Franz Josef Gebert, bisher Weihbischof in Trier, ist jetzt im Ruhestand.

Foto: Julia Steinbrecht/KNA/Julia Steinbrecht

Der Trierer Weihbischof Franz Josef Gebert hat am Wochenende seinen aktiven Dienst im Bistum Trier beendet und ist in den Ruhestand getreten. Wie das Bistum mitteilt, hat Papst Franziskus das Gesuch um Emeritierung (Ausscheiden aus dem aktiven Dienst) angenommen, das Weihbischof Gebert anlässlich der Vollendung seines 75. Lebensjahres am 21. Februar an den Heiligen Vater gerichtet hatte. Gebert war seit dem 3. September 2017 Weihbischof im Bistum Trier.

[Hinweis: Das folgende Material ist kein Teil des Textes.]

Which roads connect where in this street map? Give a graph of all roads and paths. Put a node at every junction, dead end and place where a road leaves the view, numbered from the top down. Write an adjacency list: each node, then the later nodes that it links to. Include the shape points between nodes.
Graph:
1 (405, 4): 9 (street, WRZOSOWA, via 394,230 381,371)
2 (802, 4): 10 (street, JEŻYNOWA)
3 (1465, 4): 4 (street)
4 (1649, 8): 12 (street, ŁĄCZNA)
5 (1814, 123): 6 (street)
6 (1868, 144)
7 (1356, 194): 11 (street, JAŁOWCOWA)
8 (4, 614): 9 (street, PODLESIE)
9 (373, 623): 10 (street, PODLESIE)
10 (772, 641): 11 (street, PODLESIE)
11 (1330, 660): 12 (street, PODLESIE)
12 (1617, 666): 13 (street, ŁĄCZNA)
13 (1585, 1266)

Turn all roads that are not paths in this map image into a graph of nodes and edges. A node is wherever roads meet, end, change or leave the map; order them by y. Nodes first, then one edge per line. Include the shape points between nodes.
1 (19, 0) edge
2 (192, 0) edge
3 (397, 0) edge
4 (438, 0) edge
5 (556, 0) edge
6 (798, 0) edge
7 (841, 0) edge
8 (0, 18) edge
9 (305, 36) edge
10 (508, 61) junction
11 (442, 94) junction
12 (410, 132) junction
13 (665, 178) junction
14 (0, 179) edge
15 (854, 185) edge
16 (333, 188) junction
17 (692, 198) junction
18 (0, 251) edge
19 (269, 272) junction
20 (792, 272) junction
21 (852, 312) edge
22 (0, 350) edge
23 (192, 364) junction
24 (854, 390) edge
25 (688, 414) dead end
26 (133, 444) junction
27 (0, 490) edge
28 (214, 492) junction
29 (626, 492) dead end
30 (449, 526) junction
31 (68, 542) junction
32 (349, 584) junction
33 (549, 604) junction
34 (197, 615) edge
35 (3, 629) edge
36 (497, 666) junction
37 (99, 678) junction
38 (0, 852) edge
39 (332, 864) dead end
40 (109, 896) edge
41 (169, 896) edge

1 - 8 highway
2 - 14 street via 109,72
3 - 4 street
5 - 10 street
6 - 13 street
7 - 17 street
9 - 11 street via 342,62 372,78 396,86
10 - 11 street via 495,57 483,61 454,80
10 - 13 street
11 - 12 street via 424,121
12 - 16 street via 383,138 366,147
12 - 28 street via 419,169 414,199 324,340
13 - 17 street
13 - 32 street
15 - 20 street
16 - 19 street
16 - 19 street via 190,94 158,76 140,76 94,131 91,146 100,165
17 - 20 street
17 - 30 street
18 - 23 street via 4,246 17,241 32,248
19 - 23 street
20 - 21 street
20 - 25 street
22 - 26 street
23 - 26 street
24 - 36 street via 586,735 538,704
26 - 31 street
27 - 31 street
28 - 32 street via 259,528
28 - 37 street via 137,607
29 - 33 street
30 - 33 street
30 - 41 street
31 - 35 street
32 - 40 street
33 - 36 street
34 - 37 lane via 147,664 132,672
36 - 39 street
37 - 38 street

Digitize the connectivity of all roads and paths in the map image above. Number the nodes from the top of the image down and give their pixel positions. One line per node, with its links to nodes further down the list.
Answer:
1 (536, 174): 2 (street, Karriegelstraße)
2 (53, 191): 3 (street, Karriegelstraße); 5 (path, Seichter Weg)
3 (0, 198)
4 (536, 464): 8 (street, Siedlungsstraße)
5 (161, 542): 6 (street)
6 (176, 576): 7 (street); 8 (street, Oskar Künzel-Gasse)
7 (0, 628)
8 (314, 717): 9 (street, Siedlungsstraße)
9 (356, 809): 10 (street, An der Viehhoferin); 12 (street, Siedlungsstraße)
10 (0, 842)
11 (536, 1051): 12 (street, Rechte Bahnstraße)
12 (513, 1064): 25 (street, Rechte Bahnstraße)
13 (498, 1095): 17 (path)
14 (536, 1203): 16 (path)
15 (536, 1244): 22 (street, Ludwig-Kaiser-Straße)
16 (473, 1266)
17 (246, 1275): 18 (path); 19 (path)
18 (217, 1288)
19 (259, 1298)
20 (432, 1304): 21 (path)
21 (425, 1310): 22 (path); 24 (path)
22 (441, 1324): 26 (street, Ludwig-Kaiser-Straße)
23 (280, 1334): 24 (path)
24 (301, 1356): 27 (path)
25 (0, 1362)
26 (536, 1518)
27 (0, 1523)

Bischof Stephan Ackermann dankte in einer ersten Reaktion auf die Entscheidung des Heiligen Vaters dem „Emeritus“ für seinen Dienst: „In einem Alter, in dem andere an den Ruhestand denken, hat Franz Josef Gebert sich 2017 noch einmal neu in eine sehr verantwortungsvolle Funktion nehmen lassen. In den vergangenen sechs Jahren hat er diese neue Rolle mit der ihm eigenen Gelassenheit, Freundlichkeit und Zugewandtheit wahrgenommen und dabei sein ‚Herzens-Thema‘ Caritas und diakonisches Engagement der Kirche beharrlich weiter stark gemacht.“ Die für das Jahr 2024 bereits vereinbarten gottesdienstlichen Verpflichtungen werde Gebert wahrnehmen, und sicher werde der Ruheständler „auch in Zukunft noch so manches Mal für bischöfliche Dienste einspringen“, so der Bischof mit einem Augenzwinkern. Gebert gibt mit der Emeritierung auch das Amt des Domdechanten und des stellvertretenden Generalvikars ab.

Nachfolgeregelung geklärt

Ackermann gab gleichzeitig bekannt, dass er den Heiligen Vater nicht um die Ernennung eines neuen Weihbischofs gebeten habe: „Mit den Weihbischöfen Brahm und Peters stehen mir zwei erfahrene und äußerst gut ins Bistum hinein vernetzte Mitbrüder zur Seite. Deshalb halte ich es angesichts der deutlich zurückgehenden personellen Ressourcen sowie der aktuellen Entwicklungen in unserem Bistum für richtig, bis auf weiteres keinen dritten Weihbischof für unsere Diözese zu erbitten.“ Die Aufgaben des Bischofsvikars für den Visitationsbezirk Saarbrücken werde Generalvikar Ulrich von Plettenberg übernehmen.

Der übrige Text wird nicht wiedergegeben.